Dokterswoordenboek

Jannes van Everdingen (2010)

Gepubliceerd op 23-02-2017

anesthesie

betekenis & definitie

Verdoving, met of zonder bewustzijnsverlies, waardoor iemand kan worden geopereerd zonder pijn te voelen. (uitspraak: AN-ès-tee-ZIE)

Anesthesie gebeurt meestal met een prik met een verdovend middel. De manier van verdoven hangt af van hoe ernstig en groot de ingreep of operatie is. Bij algemene anesthesie oftewel algehele anesthesie (narcose) wordt het verdovingsmiddel met een infuus in het bloed gebracht en raak je een poos buiten bewustzijn. Je ziet, hoort en voelt dan niets tijdens de operatie. Achteraf kun je je niets van de operatie herinneren.

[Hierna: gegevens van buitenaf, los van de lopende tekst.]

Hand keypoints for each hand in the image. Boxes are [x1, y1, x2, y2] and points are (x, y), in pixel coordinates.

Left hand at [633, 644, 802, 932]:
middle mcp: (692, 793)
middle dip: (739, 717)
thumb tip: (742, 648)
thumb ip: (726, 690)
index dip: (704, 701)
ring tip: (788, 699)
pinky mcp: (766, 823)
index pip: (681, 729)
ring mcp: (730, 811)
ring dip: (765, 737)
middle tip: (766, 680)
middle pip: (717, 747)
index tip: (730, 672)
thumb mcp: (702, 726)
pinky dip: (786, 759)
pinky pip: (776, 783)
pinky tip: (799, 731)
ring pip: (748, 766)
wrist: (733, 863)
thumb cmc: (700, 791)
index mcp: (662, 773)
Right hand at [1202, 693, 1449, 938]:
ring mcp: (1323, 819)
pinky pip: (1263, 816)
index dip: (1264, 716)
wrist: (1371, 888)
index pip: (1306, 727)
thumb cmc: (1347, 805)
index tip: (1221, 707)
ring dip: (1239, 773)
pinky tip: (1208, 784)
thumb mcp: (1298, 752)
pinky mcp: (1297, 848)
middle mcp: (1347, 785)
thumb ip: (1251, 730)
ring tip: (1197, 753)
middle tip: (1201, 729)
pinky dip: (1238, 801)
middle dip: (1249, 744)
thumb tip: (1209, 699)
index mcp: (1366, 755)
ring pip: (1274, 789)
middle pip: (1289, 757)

Bij epidurale oftewel spinale anesthesie krijg je een prik in je rug. De zenuwen in het ruggenmerg geven dan even geen pijnprikkels meer door aan de hersenen. De dokter geeft zo’n ruggenprik vooral bij een operatie aan de buik (zoals een keizersnede) of de benen. Je voelt niks, maar je hoort wel alles en ziet soms ook dat de dokter bezig is jou te opereren. Dan hangt er wel altijd een doekje tussenin, zodat je niet goed kunt zien waar ze allemaal aan snijden en peuteren. Want bloed op televisie is toch minder eng dan uit je eigen lichaam en pal voor je neus… Tot slot kan de dokter met een prikje de huid plaatselijk verdoven, om daarna een pukkeltje weg te halen of zo. Dat is een plaatselijke of lokale vorm van verdoven.